Bogus Microsoft security message?

I got an unusual message from Microsoft
(windowssecurity@email.microsoft.com) that starts out with

>*** PLEASE NOTE: Due to the critical importance of this
message, this communication is being sent to all of our
Microsoft customers to alert you of this Security
Bulletin. ***

I have asked a number of people whether they also got this
message - none have seen it.

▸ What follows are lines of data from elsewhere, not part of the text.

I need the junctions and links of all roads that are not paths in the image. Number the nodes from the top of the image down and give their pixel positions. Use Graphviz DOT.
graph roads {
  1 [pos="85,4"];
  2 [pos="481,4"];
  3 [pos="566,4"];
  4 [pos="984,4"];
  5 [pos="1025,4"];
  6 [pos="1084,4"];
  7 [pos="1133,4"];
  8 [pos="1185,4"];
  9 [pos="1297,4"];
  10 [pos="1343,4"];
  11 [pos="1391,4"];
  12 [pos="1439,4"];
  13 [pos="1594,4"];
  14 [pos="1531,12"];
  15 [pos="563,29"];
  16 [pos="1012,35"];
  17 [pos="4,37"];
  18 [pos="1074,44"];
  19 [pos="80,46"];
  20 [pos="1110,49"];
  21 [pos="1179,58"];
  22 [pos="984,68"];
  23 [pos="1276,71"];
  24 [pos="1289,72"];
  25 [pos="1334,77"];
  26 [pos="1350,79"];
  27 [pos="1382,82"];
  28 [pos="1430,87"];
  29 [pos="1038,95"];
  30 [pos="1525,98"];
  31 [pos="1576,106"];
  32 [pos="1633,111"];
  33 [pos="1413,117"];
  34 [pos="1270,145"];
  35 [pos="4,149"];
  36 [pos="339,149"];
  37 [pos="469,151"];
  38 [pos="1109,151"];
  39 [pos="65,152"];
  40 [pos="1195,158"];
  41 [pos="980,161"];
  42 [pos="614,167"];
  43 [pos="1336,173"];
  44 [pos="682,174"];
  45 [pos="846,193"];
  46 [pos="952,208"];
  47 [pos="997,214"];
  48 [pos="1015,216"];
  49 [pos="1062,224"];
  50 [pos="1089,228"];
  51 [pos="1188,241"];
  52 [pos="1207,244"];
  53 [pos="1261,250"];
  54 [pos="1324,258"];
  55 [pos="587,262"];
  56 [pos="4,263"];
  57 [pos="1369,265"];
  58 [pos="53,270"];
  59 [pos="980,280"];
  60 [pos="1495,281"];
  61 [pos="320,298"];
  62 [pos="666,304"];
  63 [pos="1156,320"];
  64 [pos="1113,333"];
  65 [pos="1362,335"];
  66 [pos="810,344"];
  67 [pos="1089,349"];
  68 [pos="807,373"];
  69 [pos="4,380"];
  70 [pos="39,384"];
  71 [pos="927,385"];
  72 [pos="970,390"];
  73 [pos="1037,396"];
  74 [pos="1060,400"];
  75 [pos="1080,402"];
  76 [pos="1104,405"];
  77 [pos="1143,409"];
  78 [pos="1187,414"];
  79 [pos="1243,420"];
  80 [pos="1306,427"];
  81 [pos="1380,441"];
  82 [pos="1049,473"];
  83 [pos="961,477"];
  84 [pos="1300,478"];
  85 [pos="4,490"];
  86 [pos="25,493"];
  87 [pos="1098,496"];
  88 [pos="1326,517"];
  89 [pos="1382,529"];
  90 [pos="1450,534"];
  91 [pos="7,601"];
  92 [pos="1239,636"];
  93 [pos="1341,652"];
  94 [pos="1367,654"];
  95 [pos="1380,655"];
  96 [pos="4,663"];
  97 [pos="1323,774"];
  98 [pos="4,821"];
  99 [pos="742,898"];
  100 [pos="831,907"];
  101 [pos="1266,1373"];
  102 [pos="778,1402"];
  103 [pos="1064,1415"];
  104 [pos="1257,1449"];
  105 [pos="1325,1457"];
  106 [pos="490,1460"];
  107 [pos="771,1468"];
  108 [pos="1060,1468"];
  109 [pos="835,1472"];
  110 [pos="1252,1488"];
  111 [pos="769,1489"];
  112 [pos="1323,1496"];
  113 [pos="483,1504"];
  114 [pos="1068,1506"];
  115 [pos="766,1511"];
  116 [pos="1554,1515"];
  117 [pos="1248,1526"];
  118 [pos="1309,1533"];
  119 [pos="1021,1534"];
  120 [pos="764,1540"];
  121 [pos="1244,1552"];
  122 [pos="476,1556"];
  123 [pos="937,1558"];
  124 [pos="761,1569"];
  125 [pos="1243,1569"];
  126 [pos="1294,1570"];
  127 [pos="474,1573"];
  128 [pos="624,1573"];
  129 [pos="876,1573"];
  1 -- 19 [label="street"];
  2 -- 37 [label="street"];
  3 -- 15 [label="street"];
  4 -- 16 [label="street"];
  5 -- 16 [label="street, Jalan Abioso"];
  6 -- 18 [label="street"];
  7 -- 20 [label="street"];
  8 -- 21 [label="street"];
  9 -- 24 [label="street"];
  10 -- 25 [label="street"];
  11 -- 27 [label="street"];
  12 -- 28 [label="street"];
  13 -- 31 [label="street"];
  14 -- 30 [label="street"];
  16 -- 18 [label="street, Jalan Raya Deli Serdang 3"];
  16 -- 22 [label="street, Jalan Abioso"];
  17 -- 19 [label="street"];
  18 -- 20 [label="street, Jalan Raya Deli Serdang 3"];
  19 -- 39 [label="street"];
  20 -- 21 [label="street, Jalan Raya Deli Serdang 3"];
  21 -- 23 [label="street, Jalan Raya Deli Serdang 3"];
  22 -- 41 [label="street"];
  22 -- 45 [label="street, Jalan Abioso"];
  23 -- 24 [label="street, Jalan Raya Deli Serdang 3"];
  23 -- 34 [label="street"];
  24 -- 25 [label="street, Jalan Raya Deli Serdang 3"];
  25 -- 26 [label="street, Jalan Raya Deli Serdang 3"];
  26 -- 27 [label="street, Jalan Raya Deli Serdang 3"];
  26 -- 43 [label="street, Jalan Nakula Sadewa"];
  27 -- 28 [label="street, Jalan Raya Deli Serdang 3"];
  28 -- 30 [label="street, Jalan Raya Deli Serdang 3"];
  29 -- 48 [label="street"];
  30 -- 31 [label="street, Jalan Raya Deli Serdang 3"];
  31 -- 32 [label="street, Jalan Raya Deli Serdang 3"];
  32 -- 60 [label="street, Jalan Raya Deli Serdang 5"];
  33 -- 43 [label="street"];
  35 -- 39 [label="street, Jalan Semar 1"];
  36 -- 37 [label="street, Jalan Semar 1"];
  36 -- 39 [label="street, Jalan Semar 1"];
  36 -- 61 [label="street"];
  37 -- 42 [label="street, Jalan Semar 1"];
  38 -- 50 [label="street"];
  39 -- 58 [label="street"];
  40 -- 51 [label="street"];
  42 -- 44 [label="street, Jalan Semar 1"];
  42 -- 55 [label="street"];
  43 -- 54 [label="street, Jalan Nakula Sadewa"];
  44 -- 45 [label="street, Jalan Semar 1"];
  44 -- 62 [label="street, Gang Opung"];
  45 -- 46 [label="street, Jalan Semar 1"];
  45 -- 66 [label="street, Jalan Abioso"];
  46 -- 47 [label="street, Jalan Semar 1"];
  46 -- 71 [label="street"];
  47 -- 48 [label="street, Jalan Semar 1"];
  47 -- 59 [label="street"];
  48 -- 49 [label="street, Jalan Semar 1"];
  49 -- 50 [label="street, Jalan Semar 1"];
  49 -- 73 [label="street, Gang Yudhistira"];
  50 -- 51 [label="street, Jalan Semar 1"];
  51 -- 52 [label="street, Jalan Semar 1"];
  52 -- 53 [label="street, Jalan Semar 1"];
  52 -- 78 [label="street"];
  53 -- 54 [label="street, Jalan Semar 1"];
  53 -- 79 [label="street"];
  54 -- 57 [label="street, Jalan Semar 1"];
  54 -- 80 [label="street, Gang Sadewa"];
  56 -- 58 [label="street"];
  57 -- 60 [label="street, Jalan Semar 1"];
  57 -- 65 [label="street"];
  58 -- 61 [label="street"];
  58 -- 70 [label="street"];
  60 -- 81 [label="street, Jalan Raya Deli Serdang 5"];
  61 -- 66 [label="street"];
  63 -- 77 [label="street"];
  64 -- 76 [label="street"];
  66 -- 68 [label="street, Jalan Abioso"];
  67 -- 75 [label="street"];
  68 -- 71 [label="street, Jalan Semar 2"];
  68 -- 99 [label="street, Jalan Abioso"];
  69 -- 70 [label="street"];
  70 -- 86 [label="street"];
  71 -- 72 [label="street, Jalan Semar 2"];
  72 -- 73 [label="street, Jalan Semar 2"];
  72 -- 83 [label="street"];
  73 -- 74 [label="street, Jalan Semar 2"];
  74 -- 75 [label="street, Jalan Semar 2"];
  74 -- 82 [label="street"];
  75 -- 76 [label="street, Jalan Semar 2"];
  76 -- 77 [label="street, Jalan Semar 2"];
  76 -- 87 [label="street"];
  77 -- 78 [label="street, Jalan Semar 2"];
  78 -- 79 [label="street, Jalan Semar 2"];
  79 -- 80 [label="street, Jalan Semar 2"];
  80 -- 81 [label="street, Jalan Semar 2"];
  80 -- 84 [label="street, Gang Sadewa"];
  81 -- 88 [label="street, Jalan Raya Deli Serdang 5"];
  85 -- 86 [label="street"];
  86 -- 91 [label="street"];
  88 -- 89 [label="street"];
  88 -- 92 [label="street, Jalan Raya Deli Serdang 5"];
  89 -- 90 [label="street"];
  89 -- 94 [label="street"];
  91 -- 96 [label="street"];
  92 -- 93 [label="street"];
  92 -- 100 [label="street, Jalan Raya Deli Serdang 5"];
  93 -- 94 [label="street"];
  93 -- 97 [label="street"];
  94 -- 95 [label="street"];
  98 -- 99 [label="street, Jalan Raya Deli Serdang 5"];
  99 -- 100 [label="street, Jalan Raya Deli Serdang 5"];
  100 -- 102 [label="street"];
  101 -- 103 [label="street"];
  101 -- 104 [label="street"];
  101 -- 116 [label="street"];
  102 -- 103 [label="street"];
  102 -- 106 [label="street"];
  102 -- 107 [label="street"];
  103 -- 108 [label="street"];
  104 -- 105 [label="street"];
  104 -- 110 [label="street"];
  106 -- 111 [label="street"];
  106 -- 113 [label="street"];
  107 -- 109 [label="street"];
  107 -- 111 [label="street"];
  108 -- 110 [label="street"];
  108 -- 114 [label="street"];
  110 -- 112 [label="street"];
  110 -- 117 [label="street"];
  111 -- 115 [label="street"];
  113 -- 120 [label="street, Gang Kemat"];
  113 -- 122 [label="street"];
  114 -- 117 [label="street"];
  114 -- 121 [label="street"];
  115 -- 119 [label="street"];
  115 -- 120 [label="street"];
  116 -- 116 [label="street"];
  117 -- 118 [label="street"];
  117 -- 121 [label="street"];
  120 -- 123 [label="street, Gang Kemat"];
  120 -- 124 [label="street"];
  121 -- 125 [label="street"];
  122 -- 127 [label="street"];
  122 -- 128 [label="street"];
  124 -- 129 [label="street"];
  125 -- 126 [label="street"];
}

The message goes on:

>It has been widely reported in the press and on
Microsoft's own web site, that on July 16th we released a
critical security bulletin (MS03-026) and a patch
regarding a vulnerability in the Windows operating system.
We wanted to make sure that if you were not aware of this
bulletin and corresponding patch that you take a moment to
go to http://www.microsoft.com/security/
security_bulletins/ms03-026.asp to find out if you are
running an affected version of the Windows operating
system and get the specific information as to what you
need to do to apply this patch if you have not already.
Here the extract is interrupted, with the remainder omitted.